I imagine Lucy witnessing all those times Eliza rolled her eyes as I tried to help her, the way she and Levi hushed into a nasty silence as I approached them on the dock, and feel a shard of shame lodge in my chest at the thought of Lucy seeing me like that: so malleable, so weak. A rubber dummy that simply sprang back for more after taking a punch, ready and waiting to get hurt again.

My own words echo in my ears now, the four of us sitting on my bed on that very first night.

“The thing you need to understand about Eliza is that everyone loved her,” I had said, thinking only I knew the real truth of it all. “But just because you loved her, it didn’t mean she loved you back.”

“You deserved to know,” Lucy says, and I remember the sound that had alerted me to their presence: a kicked can followed by Eliza’s low voice. The only reason I rounded that corner and even found them at all. I always assumed Eliza, Levi, and I were the only people up there, the only ones left, but I realize now: that noise had to have come from somewhere.

“It was you,” I say, a sudden shudder cutting through me, quick and vicious, like swimming through a cold spot. The thought of Lucy pulling my puppet strings even then, even before I knew she existed. “You wanted me to see them like that.”

“I wanted you to do something,” she responds.

“Why?” I ask, imagining Lucy watching as I roamed. Knowing what Eliza was doing just around the corner and spotting that can, kicking it hard. Making a noise so I would find her.

“Because we’re the same,” Lucy says. “You and I are the same, Margot. Spending our lives wanting people who never wanted us back.”

The sound of the rain turns to white noise in my ears as a flash from outside illuminates us both. The thought comes to me quick, before I can stop it, as fast and fleeting as the lightning itself: Lucy is right. We are the same. We were both rejected by the very people who should have loved us the most: her father, my best friend. All we wanted was acceptance and belonging. A chance at being a part of something bigger than ourselves.

“I know you know who I am,” she says, taking a step closer. “I heard you and Sloane talking in your room. I know she looked me up at work, I saw you walk off with Danny at the party. I know you’ve been putting it together.”

I think about how Lucy is always there, always listening, always hiding herself in plain sight. I guess she wasn’t at Penny Lanes that day like we thought, instead creeping home early and listening to our whispers. Pushing her ear flush against the door.

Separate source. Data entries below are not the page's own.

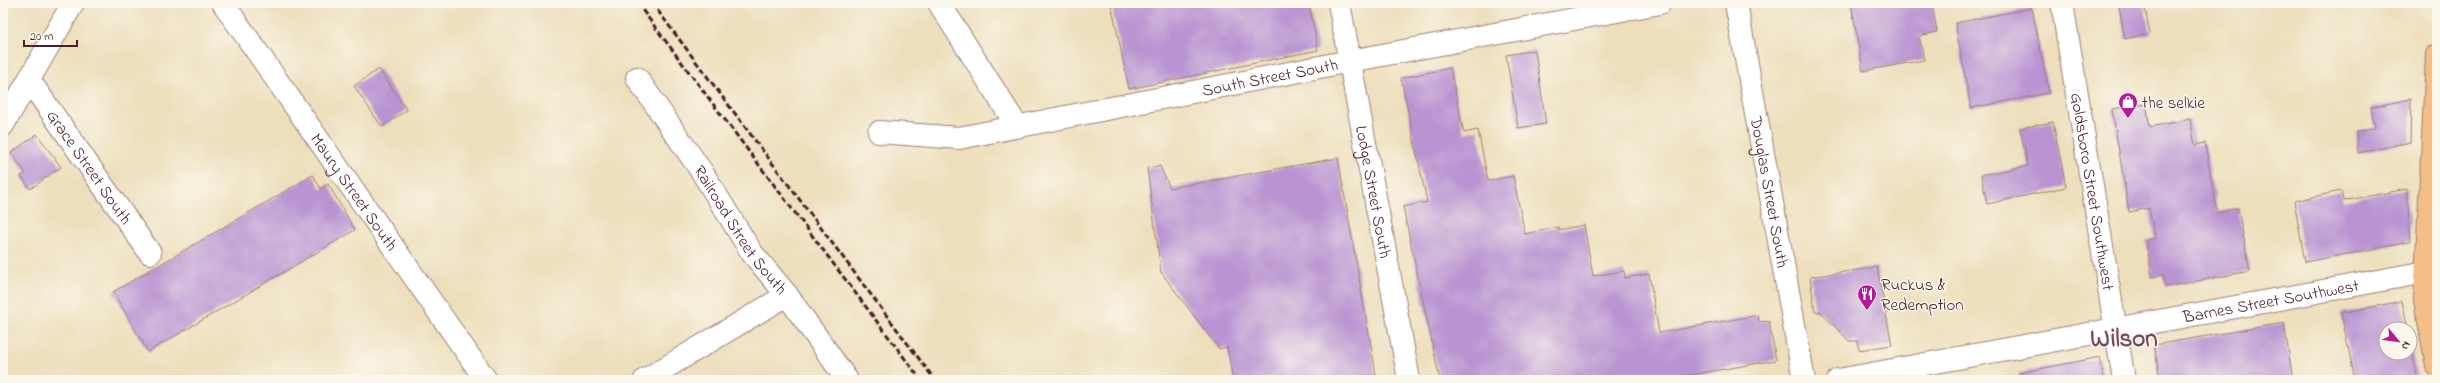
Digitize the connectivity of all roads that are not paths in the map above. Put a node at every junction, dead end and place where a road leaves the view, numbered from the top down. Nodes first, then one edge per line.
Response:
1 (73, 3) edge
2 (223, 3) edge
3 (939, 3) edge
4 (1339, 3) edge
5 (1660, 3) edge
6 (1736, 3) edge
7 (2062, 3) edge
8 (2437, 55) edge
9 (1350, 61) junction
10 (637, 78) dead end
11 (29, 80) junction
12 (6, 114) edge
13 (1017, 126) junction
14 (879, 132) dead end
15 (150, 253) dead end
16 (2432, 271) edge
17 (787, 295) junction
18 (2114, 328) junction
19 (2437, 365) edge
20 (486, 380) edge
21 (645, 380) edge
22 (847, 380) edge
23 (1409, 380) edge
24 (1804, 380) edge
25 (1838, 380) edge
26 (2124, 380) edge

1 - 11 street
2 - 20 street, Maury Street South
3 - 13 street
4 - 9 street, Lodge Street South
5 - 9 street, South Street South
6 - 24 street, Douglas Street South
7 - 18 street, Goldsboro Street Southwest
8 - 16 main road
9 - 13 street, South Street South
9 - 23 street, Lodge Street South
10 - 17 street, Railroad Street South
11 - 12 street
11 - 15 street, Grace Street South
13 - 14 street, South Street South
16 - 18 street, Barnes Street Southwest
16 - 19 main road
17 - 21 street
17 - 22 street, Railroad Street South
18 - 25 street, Barnes Street Southwest
18 - 26 street, Goldsboro Street Southwest

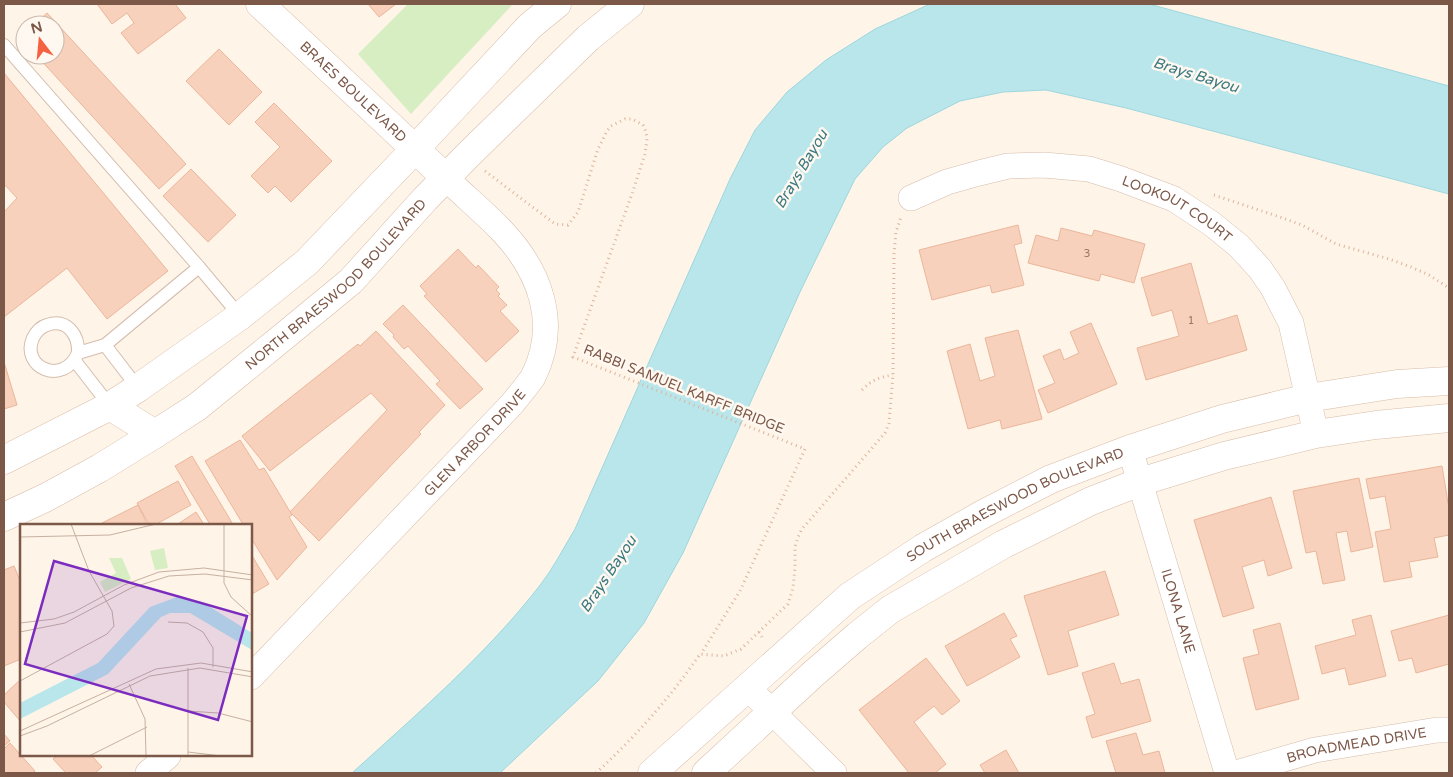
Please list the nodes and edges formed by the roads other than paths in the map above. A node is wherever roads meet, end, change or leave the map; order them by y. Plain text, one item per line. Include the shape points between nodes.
1 (260, 4) edge
2 (557, 4) edge
3 (630, 4) edge
4 (4, 45) edge
5 (415, 150) junction
6 (446, 178) junction
7 (911, 198) road end
8 (199, 267) junction
9 (240, 316) junction
10 (105, 345) junction
11 (1449, 381) edge
12 (138, 388) junction
13 (1308, 398) junction
14 (110, 406) junction
15 (1449, 418) edge
16 (155, 434) junction
17 (1316, 434) junction
18 (1130, 449) junction
19 (4, 460) edge
20 (1140, 482) junction
21 (4, 518) edge
22 (252, 677) edge
23 (747, 687) junction
24 (772, 712) junction
25 (1449, 730) edge
26 (167, 757) edge
27 (148, 773) edge
28 (652, 773) edge
29 (706, 773) edge
30 (834, 773) edge
31 (1227, 773) edge
32 (1236, 773) edge

1 - 5 main road, BRAES BOULEVARD
2 - 5 main road via 530,26
3 - 6 main road, NORTH BRAESWOOD BOULEVARD via 588,38
4 - 8 lane
5 - 6 main road, BRAES BOULEVARD
5 - 9 main road via 307,262
6 - 16 main road, NORTH BRAESWOOD BOULEVARD via 351,281 197,407
6 - 22 street, GLEN ARBOR DRIVE via 502,231 523,258 538,286 544,302 546,330 540,357 532,377 512,404
7 - 13 street, LOOKOUT COURT via 978,173 1008,166 1044,165 1089,169 1174,199 1212,224 1260,269 1290,323
8 - 9 lane
8 - 10 lane
9 - 12 main road
10 - 12 lane
10 - 14 lane via 76,357
11 - 13 main road, SOUTH BRAESWOOD BOULEVARD via 1397,384
12 - 14 main road
13 - 17 street, LOOKOUT COURT
13 - 18 main road, SOUTH BRAESWOOD BOULEVARD via 1222,419
14 - 16 main road
14 - 19 main road
15 - 17 main road, SOUTH BRAESWOOD BOULEVARD
16 - 21 main road, NORTH BRAESWOOD BOULEVARD via 100,468
17 - 20 main road, SOUTH BRAESWOOD BOULEVARD via 1224,456
18 - 20 street, ILONA LANE
18 - 23 main road, SOUTH BRAESWOOD BOULEVARD via 1050,479 923,548 850,596
20 - 24 main road, SOUTH BRAESWOOD BOULEVARD via 1091,501 1004,544 891,609
20 - 31 street, ILONA LANE
23 - 24 street
23 - 28 main road, SOUTH BRAESWOOD BOULEVARD
24 - 29 main road, SOUTH BRAESWOOD BOULEVARD
24 - 30 street
25 - 32 street, BROADMEAD DRIVE via 1315,750
26 - 27 street

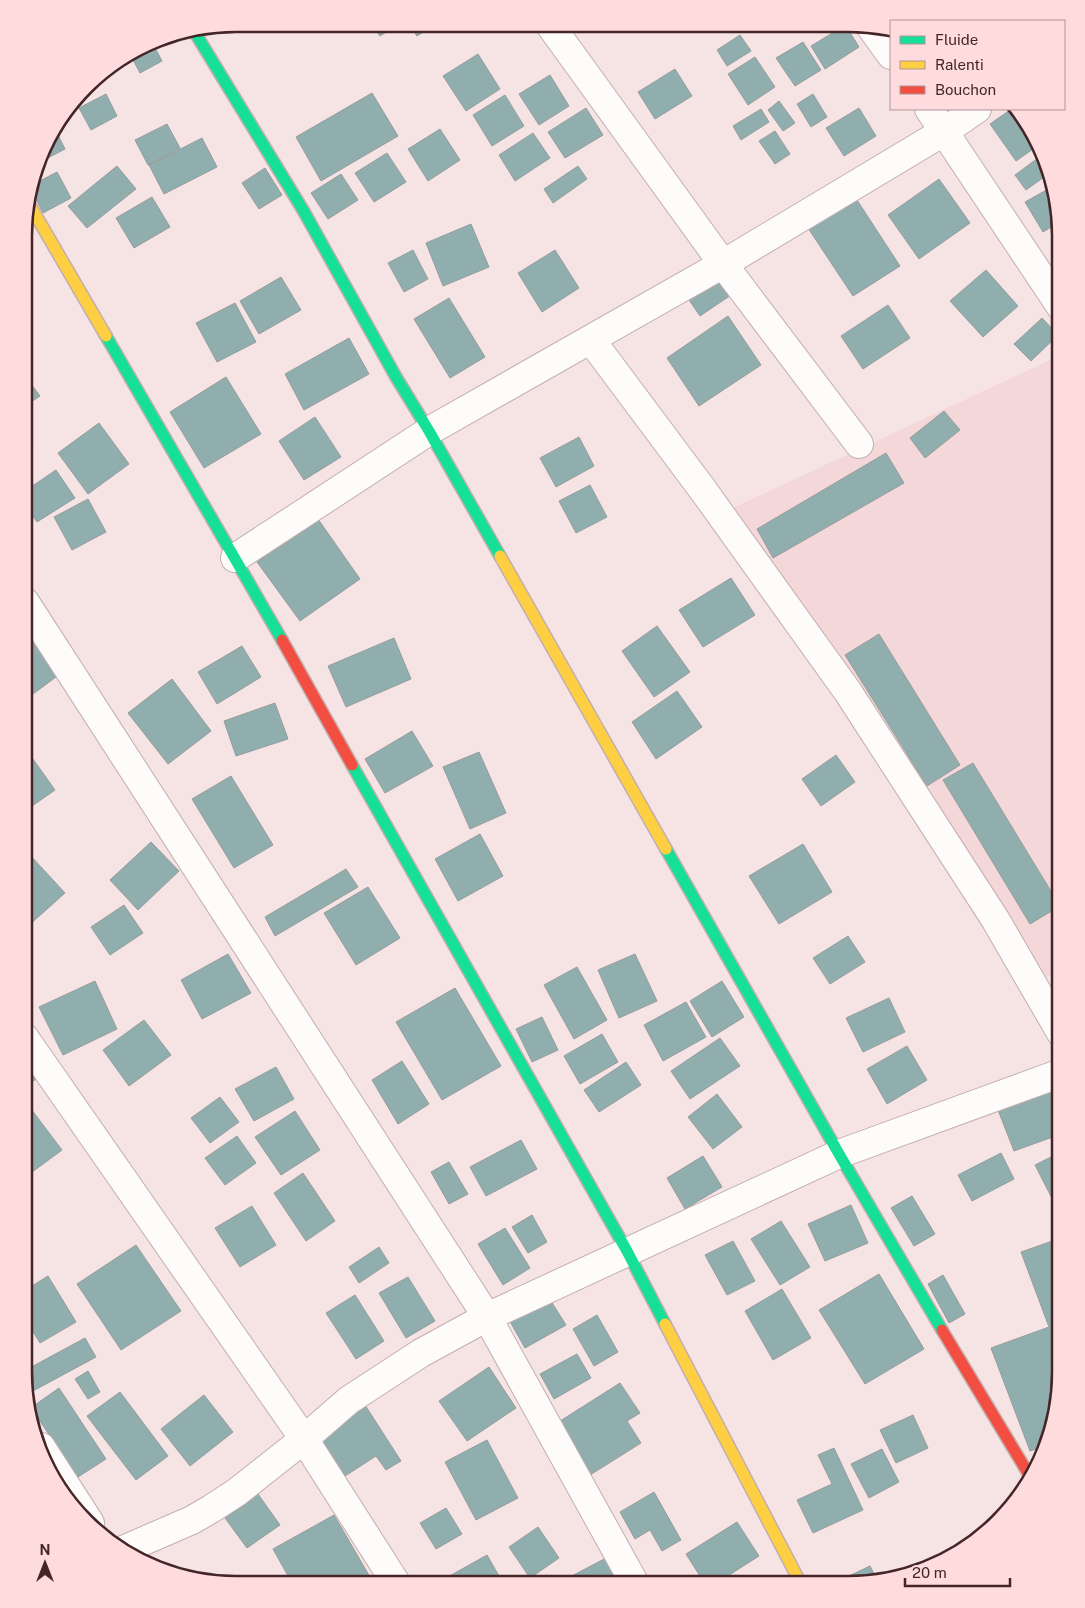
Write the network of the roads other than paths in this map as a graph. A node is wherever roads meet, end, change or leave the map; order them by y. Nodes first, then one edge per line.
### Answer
1 (555, 32) edge
2 (876, 34) edge
3 (197, 36) edge
4 (890, 55) edge
5 (930, 110) edge
6 (976, 110) edge
7 (945, 131) junction
8 (34, 212) edge
9 (723, 264) junction
10 (1052, 293) edge
11 (591, 340) junction
12 (429, 431) junction
13 (859, 444) dead end
14 (235, 558) junction
15 (32, 613) edge
16 (1052, 1017) edge
17 (32, 1048) edge
18 (1052, 1076) edge
19 (840, 1154) junction
20 (627, 1251) junction
21 (487, 1317) junction
22 (304, 1439) junction
23 (1027, 1471) edge
24 (131, 1546) edge
25 (392, 1576) edge
26 (631, 1576) edge
27 (797, 1576) edge

1 - 9 street
2 - 4 street
3 - 12 street
5 - 7 street
6 - 7 street
7 - 9 street
7 - 10 street
8 - 14 street
9 - 11 street
9 - 13 street
11 - 12 street
11 - 16 street
12 - 14 street
12 - 19 street
14 - 20 street
15 - 21 street
17 - 22 street
18 - 19 street
19 - 20 street
19 - 23 street
20 - 21 street
20 - 27 street
21 - 22 street
21 - 26 street
22 - 24 street
22 - 25 street

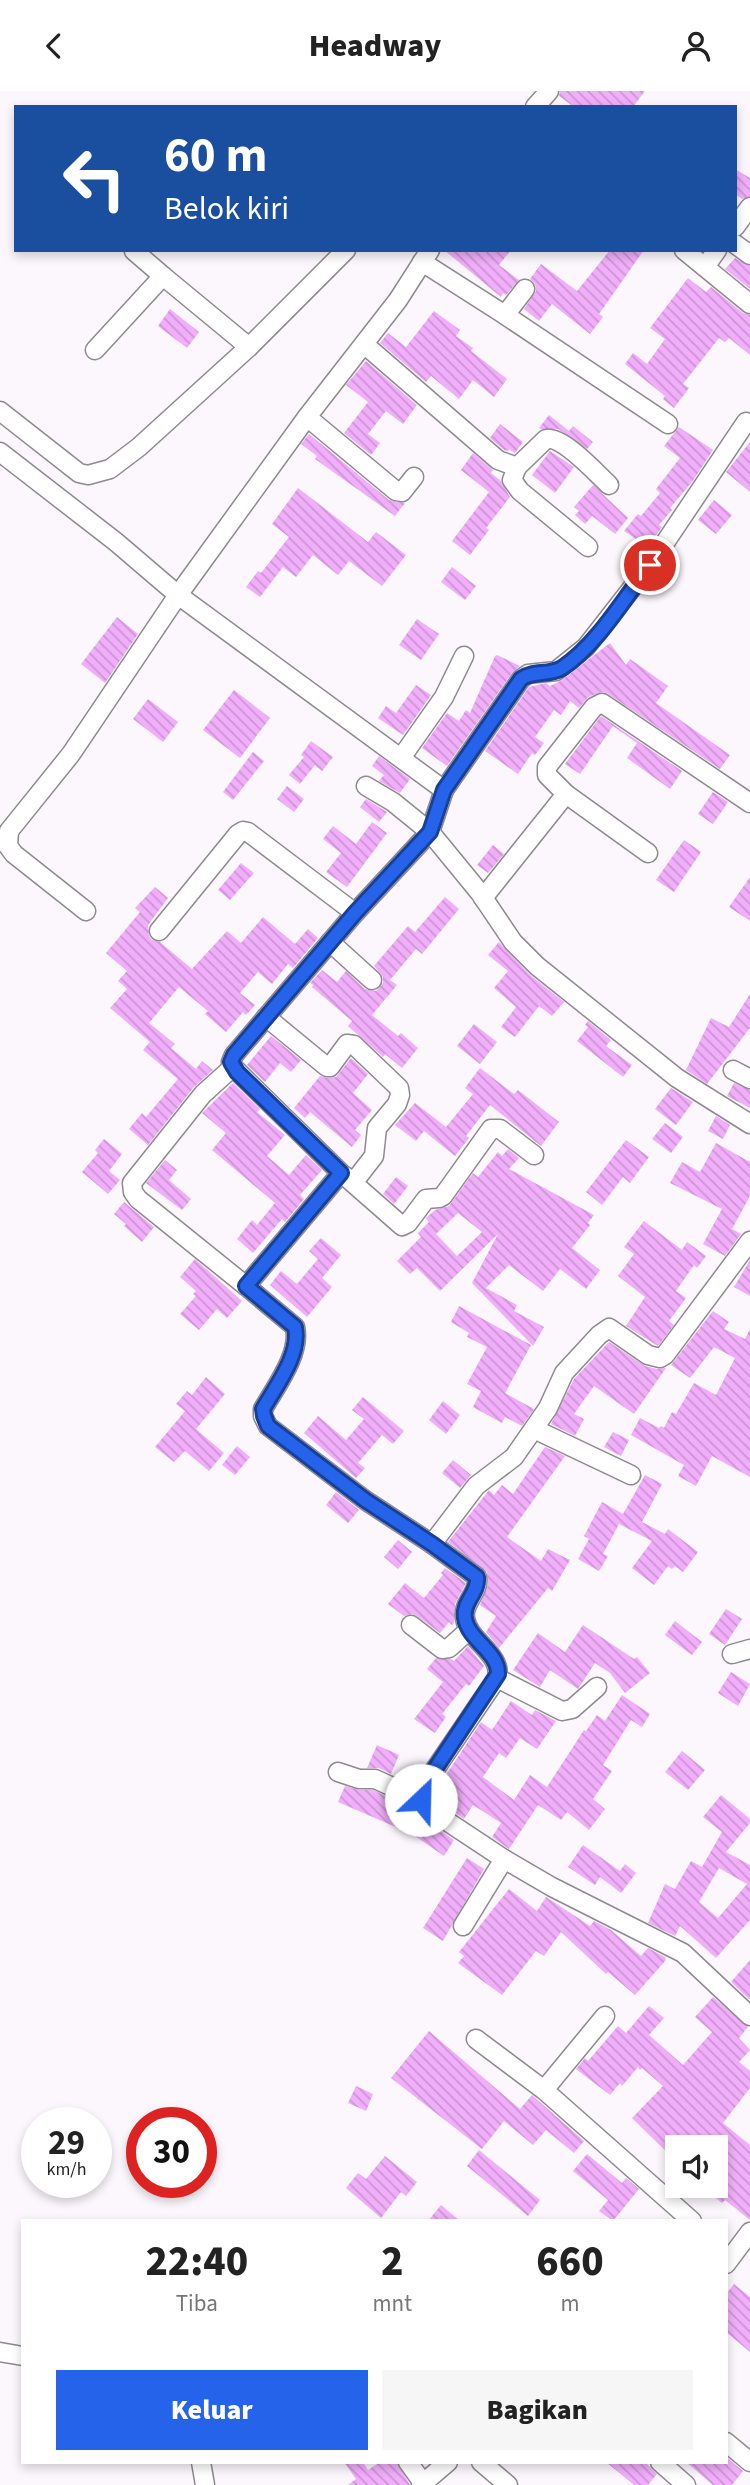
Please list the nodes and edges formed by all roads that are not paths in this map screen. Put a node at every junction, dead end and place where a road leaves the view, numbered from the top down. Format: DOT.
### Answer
graph roads {
  1 [pos="549,91"];
  2 [pos="537,105"];
  3 [pos="750,207"];
  4 [pos="737,224"];
  5 [pos="135,252"];
  6 [pos="344,252"];
  7 [pos="686,252"];
  8 [pos="716,252"];
  9 [pos="426,256"];
  10 [pos="705,267"];
  11 [pos="163,276"];
  12 [pos="524,289"];
  13 [pos="750,304"];
  14 [pos="505,315"];
  15 [pos="364,344"];
  16 [pos="249,347"];
  17 [pos="95,350"];
  18 [pos="0,411"];
  19 [pos="307,417"];
  20 [pos="746,422"];
  21 [pos="668,424"];
  22 [pos="0,452"];
  23 [pos="517,467"];
  24 [pos="414,477"];
  25 [pos="610,485"];
  26 [pos="588,547"];
  27 [pos="178,595"];
  28 [pos="464,656"];
  29 [pos="401,758"];
  30 [pos="366,786"];
  31 [pos="444,790"];
  32 [pos="566,794"];
  33 [pos="750,803"];
  34 [pos="430,832"];
  35 [pos="649,853"];
  36 [pos="483,898"];
  37 [pos="86,911"];
  38 [pos="355,913"];
  39 [pos="159,931"];
  40 [pos="330,942"];
  41 [pos="373,980"];
  42 [pos="266,1017"];
  43 [pos="233,1067"];
  44 [pos="733,1070"];
  45 [pos="750,1079"];
  46 [pos="750,1124"];
  47 [pos="534,1155"];
  48 [pos="347,1178"];
  49 [pos="750,1241"];
  50 [pos="246,1286"];
  51 [pos="534,1429"];
  52 [pos="631,1475"];
  53 [pos="432,1544"];
  54 [pos="411,1625"];
  55 [pos="469,1630"];
  56 [pos="750,1649"];
  57 [pos="732,1654"];
  58 [pos="497,1678"];
  59 [pos="597,1688"];
  60 [pos="338,1772"];
  61 [pos="421,1800"];
  62 [pos="504,1859"];
  63 [pos="463,1926"];
  64 [pos="605,2016"];
  65 [pos="750,2016"];
  66 [pos="476,2039"];
  67 [pos="544,2090"];
  68 [pos="690,2219"];
  69 [pos="750,2232"];
  70 [pos="728,2257"];
  71 [pos="0,2352"];
  72 [pos="21,2356"];
  73 [pos="728,2444"];
  74 [pos="750,2462"];
  75 [pos="201,2464"];
  76 [pos="409,2464"];
  77 [pos="446,2464"];
  78 [pos="483,2464"];
  79 [pos="662,2464"];
  80 [pos="422,2484"];
  81 [pos="205,2485"];
  82 [pos="508,2485"];
  83 [pos="686,2485"];
  1 -- 2 [label="street"];
  3 -- 4 [label="street"];
  5 -- 11 [label="street"];
  6 -- 16 [label="street"];
  7 -- 10 [label="street"];
  8 -- 10 [label="street"];
  9 -- 14 [label="street"];
  9 -- 15 [label="street"];
  10 -- 13 [label="street"];
  11 -- 16 [label="street"];
  11 -- 17 [label="street"];
  12 -- 14 [label="street"];
  14 -- 21 [label="street"];
  15 -- 19 [label="street"];
  15 -- 23 [label="street"];
  16 -- 18 [label="street"];
  19 -- 24 [label="street"];
  19 -- 27 [label="street"];
  20 -- 31 [label="street"];
  22 -- 27 [label="street"];
  23 -- 25 [label="street"];
  23 -- 26 [label="street"];
  27 -- 29 [label="street"];
  27 -- 37 [label="street"];
  28 -- 29 [label="street"];
  29 -- 31 [label="street"];
  30 -- 34 [label="street"];
  31 -- 34 [label="street"];
  32 -- 33 [label="street"];
  32 -- 35 [label="street"];
  32 -- 36 [label="street"];
  34 -- 36 [label="street"];
  34 -- 38 [label="street"];
  36 -- 46 [label="street"];
  38 -- 39 [label="street"];
  38 -- 40 [label="street"];
  40 -- 41 [label="street"];
  40 -- 42 [label="street"];
  42 -- 43 [label="street"];
  42 -- 48 [label="street"];
  43 -- 48 [label="street"];
  43 -- 50 [label="street"];
  44 -- 45 [label="street"];
  47 -- 48 [label="street"];
  48 -- 50 [label="street"];
  49 -- 51 [label="street"];
  50 -- 53 [label="street"];
  51 -- 52 [label="street"];
  51 -- 53 [label="street"];
  53 -- 55 [label="street"];
  54 -- 55 [label="street"];
  55 -- 58 [label="street"];
  56 -- 57 [label="street"];
  58 -- 59 [label="street"];
  58 -- 61 [label="street"];
  60 -- 61 [label="street"];
  61 -- 62 [label="street"];
  62 -- 63 [label="street"];
  62 -- 65 [label="street"];
  64 -- 67 [label="street"];
  66 -- 67 [label="street"];
  67 -- 68 [label="street"];
  69 -- 70 [label="street"];
  71 -- 72 [label="street"];
  73 -- 74 [label="street"];
  75 -- 81 [label="street"];
  76 -- 80 [label="street"];
  77 -- 80 [label="street"];
  78 -- 82 [label="street"];
  79 -- 83 [label="street"];
}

I guess she really did have one eye on me on that island after all and she had simply been biding her time with Levi, giving me space while she waited for me to figure it out.

“I saw what happened to Eliza that night and I took my chance,” she continues. “I saw that I could actually step into the life I wanted after having to watch her live it from a distance.”

I feel my body start to sway, that murky moral logic making my head nod gently along with her words. Strangely, in this moment, it feels like I understand Lucy more than I ever have before because I’ve felt that same way so many times: Maggie and me on the lawn outside Hines, the envy and awe as we watched Lucy from afar. Her comment on Halloween after we ran into each other, understanding how desperately I wanted to live another life. All those times I had looked at Eliza and felt that flame of resentment flare up in my chest when I saw the things she had that she always took for granted. Lucy had wanted them, too, and I can see it so clearly: her watching through the open window as we sat around the dining room table. The Jeffersons dancing in the kitchen and Eliza and me on the dock, staring up at the stars. Sharing our secrets like best friends do. Her curiosity growing, morphing, taking over everything and the impulse to keep getting closer, from the dock to the yard to inside the house. Flipping through Eliza’s planner; realizing, once she fell, how easy it would be to simply show up where she should have been. Start her new life in the very spot Eliza’s stopped.